Sunday, January 12, 2014

On Transparency & Openness: Buzzwords, or Reality?

I've been doing some contemplation on what it means to be transparent and open.  New Jersey's Governer Chris Christy, love him or hate him, is airing some dirty laundry over a bridge closing orchestrated by his staff to punish a mayor that didn't support his campaign.  Will he be open?... and is he being transparent and honest?... are you with your customers?  Ouch... there's that mirror for reflection and introspection again!  I haven't watched the entire two hours of his recent interview... however... based on some highlights... he accepted responsibility, he was apologetic, and he was humbled, which is pretty amazing for an outspoken person.  Humility, honesty, and ownership are good traits to help you succeed, and gain the respect of your peers.

Dealing with customers requires the same type of communications.

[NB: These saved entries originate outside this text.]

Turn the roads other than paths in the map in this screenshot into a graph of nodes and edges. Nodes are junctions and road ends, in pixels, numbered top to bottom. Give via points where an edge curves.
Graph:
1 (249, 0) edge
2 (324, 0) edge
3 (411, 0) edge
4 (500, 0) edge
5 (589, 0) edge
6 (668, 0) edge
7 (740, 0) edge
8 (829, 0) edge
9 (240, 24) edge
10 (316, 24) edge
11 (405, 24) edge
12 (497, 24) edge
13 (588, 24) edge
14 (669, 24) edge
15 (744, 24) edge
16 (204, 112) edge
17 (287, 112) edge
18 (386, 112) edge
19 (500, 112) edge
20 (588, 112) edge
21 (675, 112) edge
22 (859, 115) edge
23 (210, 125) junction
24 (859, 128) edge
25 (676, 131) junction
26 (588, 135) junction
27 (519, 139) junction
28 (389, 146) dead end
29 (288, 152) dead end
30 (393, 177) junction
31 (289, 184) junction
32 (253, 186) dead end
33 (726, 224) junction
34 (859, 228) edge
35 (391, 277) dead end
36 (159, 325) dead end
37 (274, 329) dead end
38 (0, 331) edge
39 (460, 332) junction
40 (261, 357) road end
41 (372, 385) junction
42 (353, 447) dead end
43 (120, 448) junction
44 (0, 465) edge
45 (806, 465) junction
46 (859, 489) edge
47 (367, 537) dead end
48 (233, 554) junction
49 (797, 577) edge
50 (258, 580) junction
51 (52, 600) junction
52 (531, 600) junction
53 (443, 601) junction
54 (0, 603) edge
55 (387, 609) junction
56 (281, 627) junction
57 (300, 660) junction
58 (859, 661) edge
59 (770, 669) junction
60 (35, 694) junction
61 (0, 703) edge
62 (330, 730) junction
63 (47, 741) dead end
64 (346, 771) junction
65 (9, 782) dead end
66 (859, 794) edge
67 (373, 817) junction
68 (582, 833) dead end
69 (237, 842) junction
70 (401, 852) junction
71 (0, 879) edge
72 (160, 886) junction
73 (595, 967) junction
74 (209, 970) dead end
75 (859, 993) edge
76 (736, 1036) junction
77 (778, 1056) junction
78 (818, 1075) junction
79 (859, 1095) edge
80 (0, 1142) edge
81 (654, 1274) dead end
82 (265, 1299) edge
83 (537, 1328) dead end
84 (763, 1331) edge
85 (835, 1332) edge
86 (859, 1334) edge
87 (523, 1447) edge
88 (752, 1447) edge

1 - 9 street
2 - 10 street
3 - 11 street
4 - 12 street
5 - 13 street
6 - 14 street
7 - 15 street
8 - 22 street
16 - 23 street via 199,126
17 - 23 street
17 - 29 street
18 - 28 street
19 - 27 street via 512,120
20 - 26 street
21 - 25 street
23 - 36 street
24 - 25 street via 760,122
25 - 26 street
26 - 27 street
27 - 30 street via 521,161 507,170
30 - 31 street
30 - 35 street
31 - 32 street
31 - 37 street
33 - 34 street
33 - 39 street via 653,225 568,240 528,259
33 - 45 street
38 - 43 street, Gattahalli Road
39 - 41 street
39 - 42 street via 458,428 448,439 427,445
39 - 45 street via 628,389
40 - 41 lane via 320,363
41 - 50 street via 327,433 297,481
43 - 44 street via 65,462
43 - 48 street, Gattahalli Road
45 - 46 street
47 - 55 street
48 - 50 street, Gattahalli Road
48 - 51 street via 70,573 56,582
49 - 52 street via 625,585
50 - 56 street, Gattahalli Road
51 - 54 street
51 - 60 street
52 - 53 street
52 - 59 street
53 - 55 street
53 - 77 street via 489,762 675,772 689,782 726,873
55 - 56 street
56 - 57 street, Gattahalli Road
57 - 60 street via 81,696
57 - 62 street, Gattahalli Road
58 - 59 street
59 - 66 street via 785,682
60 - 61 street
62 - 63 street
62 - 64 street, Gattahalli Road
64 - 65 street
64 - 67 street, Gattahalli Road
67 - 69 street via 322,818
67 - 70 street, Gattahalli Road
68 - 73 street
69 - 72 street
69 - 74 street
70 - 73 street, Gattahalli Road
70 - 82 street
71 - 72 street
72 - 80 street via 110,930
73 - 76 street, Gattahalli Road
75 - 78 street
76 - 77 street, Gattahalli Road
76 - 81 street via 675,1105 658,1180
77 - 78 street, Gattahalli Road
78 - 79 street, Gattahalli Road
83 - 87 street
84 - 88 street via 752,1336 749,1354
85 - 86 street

  1. When planning a project, share details and be transparent.  However, don't allow your project to be micromanaged by your customer (collaborate and compromise, however - recognize you are the domain expert for the technology).
  2. There are times when you need to make hard decisions, and there is a customer impact.  Don't make short-sighted decisions... know the difference between when you MUST impact your customer to protect them from an immediate threat or imminent failure vs. when you can work around their needs and requirements.
  3. When something occurs that impacts your customers, then be transparent.  It doesn't necessarily mean kicking ass and taking names... pointing fingers... or throwing the Junior Programmer under the bus for a first time mistake.  It's accepting responsibility for the team, and providing detailed follow-up that includes details on the incident (a.k.a. and incident report).  
  4. The report should detail the basics...
    1. Who - was impacted?
    2. What - was the impact to your customers?
    3. When - was the impact, and the timeline for service restoration?
    4. Where - which locations / populations were affected?
    5. Why - did this happen?
    6. How - did your recover, and how are you going to prevent this from recurring in the future?
  5. Look for opportunities to improve your processes and prevent future failures from occurring for the similar circumstances (called Lessons Learned).  This can include process changes, additional testing, monitoring, or other improvements that could reduce the likelihood of happening, or improve the response time for recovery.
  6. If you have internal issues to address, then address them objectively with education, employee development, policy, and process.  Communicate this to your customers, remember that sometimes even measured and mitigated risk still result in a failure or process breakdown.  Mitigated doesn't mean eliminated.
  7. There are times when you may need to take personnel actions... and when you do... for the respect of the individual, team, and yourself... follow policy, be discreet, and where possible, look at it as a learning opportunity.  If there are too many learning opportunities... maybe you've not properly mitigating risk, have policy problems, or quite possibly, you may not have hired the right person for the position.
A number of years ago, when I directed IT for JennMar Corporation, one of my developers released a bug that was pretty visible to our executives.  One of the executives called me, he was looking for someone to "ream out, take names, and kick ass".  My response was... go ahead... it's my department, so regardless of who made the mistake, I'd handle it internally.  If they needed a name to blame, it was ultimately my name... my department... my responsibility.

I handled the issue internally, it was a learning opportunity for a solid developer, and my response gained respect from the executive... since it demonstrated a sense of departmental ownership.  It also gained respect from the developer, since he worked for someone that didn't take his credit and pass blame.  (Yeah, I hate to see those people in any organization too!)  Give credit where credit is due, take responsibility for properly mitigated risk (not the same as a blatant disregard for rules - that's a train wreck), and work to continually develop your team... and... get their feedback so you can continue to improve your skills as well.